### What the task asks
The data is to be transcribed in full, with nothing missed.

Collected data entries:
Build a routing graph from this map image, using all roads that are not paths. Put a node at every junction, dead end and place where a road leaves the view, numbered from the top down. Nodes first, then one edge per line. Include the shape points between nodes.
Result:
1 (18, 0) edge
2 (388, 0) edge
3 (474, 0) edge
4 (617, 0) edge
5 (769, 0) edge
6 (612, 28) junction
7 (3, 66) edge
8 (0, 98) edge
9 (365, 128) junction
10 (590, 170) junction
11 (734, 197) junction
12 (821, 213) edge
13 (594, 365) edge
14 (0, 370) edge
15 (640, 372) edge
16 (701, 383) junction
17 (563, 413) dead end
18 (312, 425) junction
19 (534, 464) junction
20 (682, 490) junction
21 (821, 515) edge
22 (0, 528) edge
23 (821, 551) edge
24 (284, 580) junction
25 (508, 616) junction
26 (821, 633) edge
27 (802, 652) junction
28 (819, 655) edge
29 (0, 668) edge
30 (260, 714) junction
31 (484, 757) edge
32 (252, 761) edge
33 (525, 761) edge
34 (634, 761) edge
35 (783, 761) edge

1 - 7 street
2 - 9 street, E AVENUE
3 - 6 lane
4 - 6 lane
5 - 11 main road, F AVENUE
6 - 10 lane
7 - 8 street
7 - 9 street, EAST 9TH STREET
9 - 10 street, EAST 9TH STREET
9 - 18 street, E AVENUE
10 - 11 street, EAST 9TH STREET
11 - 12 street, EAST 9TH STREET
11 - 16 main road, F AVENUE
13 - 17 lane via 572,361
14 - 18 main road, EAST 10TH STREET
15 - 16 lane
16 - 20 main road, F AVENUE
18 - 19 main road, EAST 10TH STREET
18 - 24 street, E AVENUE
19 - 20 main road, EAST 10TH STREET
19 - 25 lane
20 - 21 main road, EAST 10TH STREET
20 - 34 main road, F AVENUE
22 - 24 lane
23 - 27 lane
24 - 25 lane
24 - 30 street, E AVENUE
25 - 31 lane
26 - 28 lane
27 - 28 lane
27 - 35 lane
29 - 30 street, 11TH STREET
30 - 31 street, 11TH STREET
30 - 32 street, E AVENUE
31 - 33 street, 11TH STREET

### Answer to this problem
Build a routing graph from this map image, using all roads that are not paths. Put a node at every junction, dead end and place where a road leaves the view, numbered from the top down. Nodes first, then one edge per line. Include the shape points between nodes.
Result:
1 (18, 0) edge
2 (388, 0) edge
3 (474, 0) edge
4 (617, 0) edge
5 (769, 0) edge
6 (612, 28) junction
7 (3, 66) edge
8 (0, 98) edge
9 (365, 128) junction
10 (590, 170) junction
11 (734, 197) junction
12 (821, 213) edge
13 (594, 365) edge
14 (0, 370) edge
15 (640, 372) edge
16 (701, 383) junction
17 (563, 413) dead end
18 (312, 425) junction
19 (534, 464) junction
20 (682, 490) junction
21 (821, 515) edge
22 (0, 528) edge
23 (821, 551) edge
24 (284, 580) junction
25 (508, 616) junction
26 (821, 633) edge
27 (802, 652) junction
28 (819, 655) edge
29 (0, 668) edge
30 (260, 714) junction
31 (484, 757) edge
32 (252, 761) edge
33 (525, 761) edge
34 (634, 761) edge
35 (783, 761) edge

1 - 7 street
2 - 9 street, E AVENUE
3 - 6 lane
4 - 6 lane
5 - 11 main road, F AVENUE
6 - 10 lane
7 - 8 street
7 - 9 street, EAST 9TH STREET
9 - 10 street, EAST 9TH STREET
9 - 18 street, E AVENUE
10 - 11 street, EAST 9TH STREET
11 - 12 street, EAST 9TH STREET
11 - 16 main road, F AVENUE
13 - 17 lane via 572,361
14 - 18 main road, EAST 10TH STREET
15 - 16 lane
16 - 20 main road, F AVENUE
18 - 19 main road, EAST 10TH STREET
18 - 24 street, E AVENUE
19 - 20 main road, EAST 10TH STREET
19 - 25 lane
20 - 21 main road, EAST 10TH STREET
20 - 34 main road, F AVENUE
22 - 24 lane
23 - 27 lane
24 - 25 lane
24 - 30 street, E AVENUE
25 - 31 lane
26 - 28 lane
27 - 28 lane
27 - 35 lane
29 - 30 street, 11TH STREET
30 - 31 street, 11TH STREET
30 - 32 street, E AVENUE
31 - 33 street, 11TH STREET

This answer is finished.